# Problem details
Only the text of the records belongs in the answer, copied exactly, with every picture omitted.

# Data for this exercise
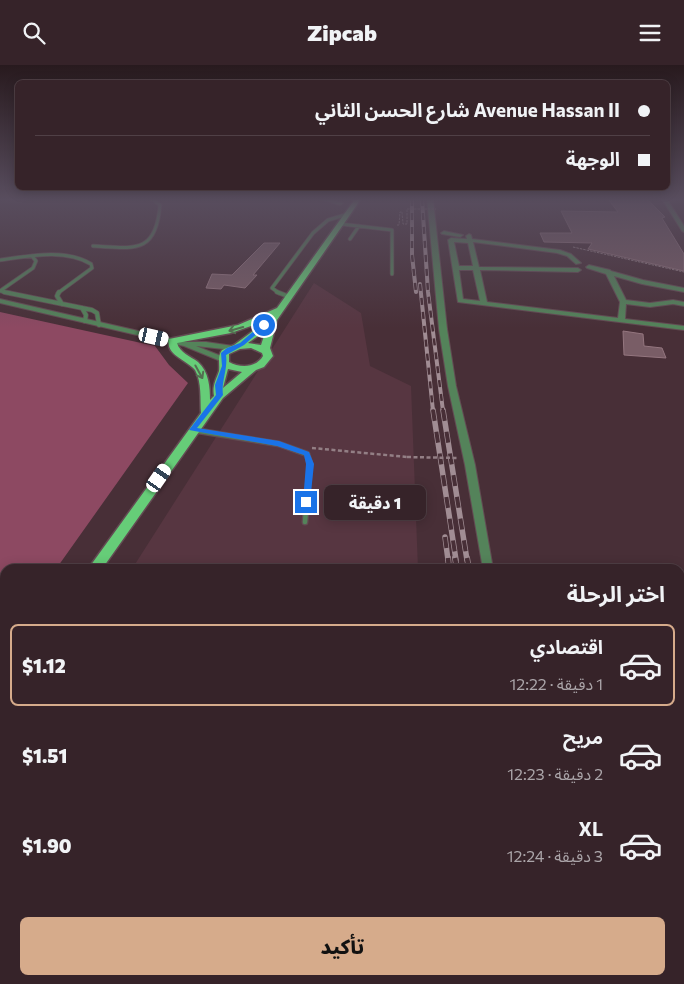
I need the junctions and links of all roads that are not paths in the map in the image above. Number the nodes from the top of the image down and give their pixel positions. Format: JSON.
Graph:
{"nodes":[{"id":1,"x":146,"y":242,"type":"edge"},
{"id":2,"x":306,"y":242,"type":"edge"},
{"id":3,"x":329,"y":242,"type":"edge"},
{"id":4,"x":392,"y":242,"type":"edge"},
{"id":5,"x":434,"y":242,"type":"edge"},
{"id":6,"x":451,"y":242,"type":"edge"},
{"id":7,"x":471,"y":242,"type":"edge"},
{"id":8,"x":491,"y":242,"type":"edge"},
{"id":9,"x":518,"y":242,"type":"edge"},
{"id":10,"x":536,"y":243,"type":"dead end"},
{"id":11,"x":93,"y":246,"type":"dead end"},
{"id":12,"x":32,"y":256,"type":"junction"},
{"id":13,"x":0,"y":260,"type":"edge"},
{"id":14,"x":578,"y":266,"type":"junction"},
{"id":15,"x":456,"y":268,"type":"junction"},
{"id":16,"x":476,"y":268,"type":"junction"},
{"id":17,"x":608,"y":271,"type":"junction"},
{"id":18,"x":392,"y":274,"type":"dead end"},
{"id":19,"x":684,"y":290,"type":"edge"},
{"id":20,"x":0,"y":291,"type":"edge"},
{"id":21,"x":290,"y":297,"type":"junction"},
{"id":22,"x":0,"y":301,"type":"edge"},
{"id":23,"x":623,"y":302,"type":"junction"},
{"id":24,"x":62,"y":304,"type":"junction"},
{"id":25,"x":484,"y":304,"type":"junction"},
{"id":26,"x":684,"y":304,"type":"edge"},
{"id":27,"x":82,"y":308,"type":"junction"},
{"id":28,"x":280,"y":310,"type":"junction"},
{"id":29,"x":273,"y":320,"type":"junction"},
{"id":30,"x":84,"y":321,"type":"junction"},
{"id":31,"x":622,"y":321,"type":"junction"},
{"id":32,"x":99,"y":325,"type":"junction"},
{"id":33,"x":684,"y":329,"type":"edge"},
{"id":34,"x":172,"y":341,"type":"junction"},
{"id":35,"x":186,"y":344,"type":"junction"},
{"id":36,"x":235,"y":347,"type":"junction"},
{"id":37,"x":266,"y":351,"type":"junction"},
{"id":38,"x":223,"y":362,"type":"junction"},
{"id":39,"x":253,"y":368,"type":"junction"},
{"id":40,"x":219,"y":395,"type":"junction"},
{"id":41,"x":206,"y":413,"type":"junction"},
{"id":42,"x":193,"y":430,"type":"junction"},
{"id":43,"x":305,"y":521,"type":"dead end"},
{"id":44,"x":99,"y":564,"type":"edge"},
{"id":45,"x":487,"y":564,"type":"edge"}],
"edges":[{"from":1,"to":11,"type":"lane"},
{"from":2,"to":21,"type":"lane"},
{"from":3,"to":21,"type":"main road"},
{"from":4,"to":18,"type":"lane"},
{"from":5,"to":45,"type":"street"},
{"from":6,"to":15,"type":"street"},
{"from":7,"to":16,"type":"street"},
{"from":8,"to":14,"type":"street"},
{"from":9,"to":10,"type":"street"},
{"from":12,"to":13,"type":"lane"},
{"from":12,"to":20,"type":"lane"},
{"from":12,"to":24,"type":"lane"},
{"from":14,"to":16,"type":"street"},
{"from":14,"to":17,"type":"street"},
{"from":15,"to":16,"type":"street"},
{"from":15,"to":25,"type":"street"},
{"from":16,"to":25,"type":"street"},
{"from":17,"to":19,"type":"street"},
{"from":17,"to":23,"type":"street"},
{"from":20,"to":24,"type":"lane"},
{"from":21,"to":28,"type":"main road"},
{"from":22,"to":30,"type":"street"},
{"from":23,"to":26,"type":"street"},
{"from":23,"to":31,"type":"street"},
{"from":24,"to":27,"type":"lane"},
{"from":25,"to":31,"type":"street"},
{"from":27,"to":30,"type":"lane"},
{"from":27,"to":32,"type":"lane"},
{"from":28,"to":29,"type":"main road"},
{"from":28,"to":34,"type":"main road","one_way":true},
{"from":29,"to":36,"type":"main road"},
{"from":29,"to":37,"type":"main road"},
{"from":30,"to":32,"type":"street"},
{"from":31,"to":33,"type":"street"},
{"from":32,"to":34,"type":"street"},
{"from":34,"to":35,"type":"street"},
{"from":34,"to":41,"type":"main road","one_way":true},
{"from":35,"to":36,"type":"street"},
{"from":35,"to":38,"type":"street"},
{"from":36,"to":37,"type":"main road"},
{"from":36,"to":38,"type":"main road"},
{"from":37,"to":39,"type":"main road"},
{"from":38,"to":39,"type":"main road"},
{"from":38,"to":40,"type":"main road"},
{"from":39,"to":40,"type":"main road"},
{"from":40,"to":41,"type":"main road"},
{"from":41,"to":42,"type":"main road"},
{"from":42,"to":43,"type":"lane"},
{"from":42,"to":44,"type":"main road"}]}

# Task response
I need the junctions and links of all roads that are not paths in the map in the image above. Number the nodes from the top of the image down and give their pixel positions. Format: JSON.
Graph:
{"nodes":[{"id":1,"x":146,"y":242,"type":"edge"},
{"id":2,"x":306,"y":242,"type":"edge"},
{"id":3,"x":329,"y":242,"type":"edge"},
{"id":4,"x":392,"y":242,"type":"edge"},
{"id":5,"x":434,"y":242,"type":"edge"},
{"id":6,"x":451,"y":242,"type":"edge"},
{"id":7,"x":471,"y":242,"type":"edge"},
{"id":8,"x":491,"y":242,"type":"edge"},
{"id":9,"x":518,"y":242,"type":"edge"},
{"id":10,"x":536,"y":243,"type":"dead end"},
{"id":11,"x":93,"y":246,"type":"dead end"},
{"id":12,"x":32,"y":256,"type":"junction"},
{"id":13,"x":0,"y":260,"type":"edge"},
{"id":14,"x":578,"y":266,"type":"junction"},
{"id":15,"x":456,"y":268,"type":"junction"},
{"id":16,"x":476,"y":268,"type":"junction"},
{"id":17,"x":608,"y":271,"type":"junction"},
{"id":18,"x":392,"y":274,"type":"dead end"},
{"id":19,"x":684,"y":290,"type":"edge"},
{"id":20,"x":0,"y":291,"type":"edge"},
{"id":21,"x":290,"y":297,"type":"junction"},
{"id":22,"x":0,"y":301,"type":"edge"},
{"id":23,"x":623,"y":302,"type":"junction"},
{"id":24,"x":62,"y":304,"type":"junction"},
{"id":25,"x":484,"y":304,"type":"junction"},
{"id":26,"x":684,"y":304,"type":"edge"},
{"id":27,"x":82,"y":308,"type":"junction"},
{"id":28,"x":280,"y":310,"type":"junction"},
{"id":29,"x":273,"y":320,"type":"junction"},
{"id":30,"x":84,"y":321,"type":"junction"},
{"id":31,"x":622,"y":321,"type":"junction"},
{"id":32,"x":99,"y":325,"type":"junction"},
{"id":33,"x":684,"y":329,"type":"edge"},
{"id":34,"x":172,"y":341,"type":"junction"},
{"id":35,"x":186,"y":344,"type":"junction"},
{"id":36,"x":235,"y":347,"type":"junction"},
{"id":37,"x":266,"y":351,"type":"junction"},
{"id":38,"x":223,"y":362,"type":"junction"},
{"id":39,"x":253,"y":368,"type":"junction"},
{"id":40,"x":219,"y":395,"type":"junction"},
{"id":41,"x":206,"y":413,"type":"junction"},
{"id":42,"x":193,"y":430,"type":"junction"},
{"id":43,"x":305,"y":521,"type":"dead end"},
{"id":44,"x":99,"y":564,"type":"edge"},
{"id":45,"x":487,"y":564,"type":"edge"}],
"edges":[{"from":1,"to":11,"type":"lane"},
{"from":2,"to":21,"type":"lane"},
{"from":3,"to":21,"type":"main road"},
{"from":4,"to":18,"type":"lane"},
{"from":5,"to":45,"type":"street"},
{"from":6,"to":15,"type":"street"},
{"from":7,"to":16,"type":"street"},
{"from":8,"to":14,"type":"street"},
{"from":9,"to":10,"type":"street"},
{"from":12,"to":13,"type":"lane"},
{"from":12,"to":20,"type":"lane"},
{"from":12,"to":24,"type":"lane"},
{"from":14,"to":16,"type":"street"},
{"from":14,"to":17,"type":"street"},
{"from":15,"to":16,"type":"street"},
{"from":15,"to":25,"type":"street"},
{"from":16,"to":25,"type":"street"},
{"from":17,"to":19,"type":"street"},
{"from":17,"to":23,"type":"street"},
{"from":20,"to":24,"type":"lane"},
{"from":21,"to":28,"type":"main road"},
{"from":22,"to":30,"type":"street"},
{"from":23,"to":26,"type":"street"},
{"from":23,"to":31,"type":"street"},
{"from":24,"to":27,"type":"lane"},
{"from":25,"to":31,"type":"street"},
{"from":27,"to":30,"type":"lane"},
{"from":27,"to":32,"type":"lane"},
{"from":28,"to":29,"type":"main road"},
{"from":28,"to":34,"type":"main road","one_way":true},
{"from":29,"to":36,"type":"main road"},
{"from":29,"to":37,"type":"main road"},
{"from":30,"to":32,"type":"street"},
{"from":31,"to":33,"type":"street"},
{"from":32,"to":34,"type":"street"},
{"from":34,"to":35,"type":"street"},
{"from":34,"to":41,"type":"main road","one_way":true},
{"from":35,"to":36,"type":"street"},
{"from":35,"to":38,"type":"street"},
{"from":36,"to":37,"type":"main road"},
{"from":36,"to":38,"type":"main road"},
{"from":37,"to":39,"type":"main road"},
{"from":38,"to":39,"type":"main road"},
{"from":38,"to":40,"type":"main road"},
{"from":39,"to":40,"type":"main road"},
{"from":40,"to":41,"type":"main road"},
{"from":41,"to":42,"type":"main road"},
{"from":42,"to":43,"type":"lane"},
{"from":42,"to":44,"type":"main road"}]}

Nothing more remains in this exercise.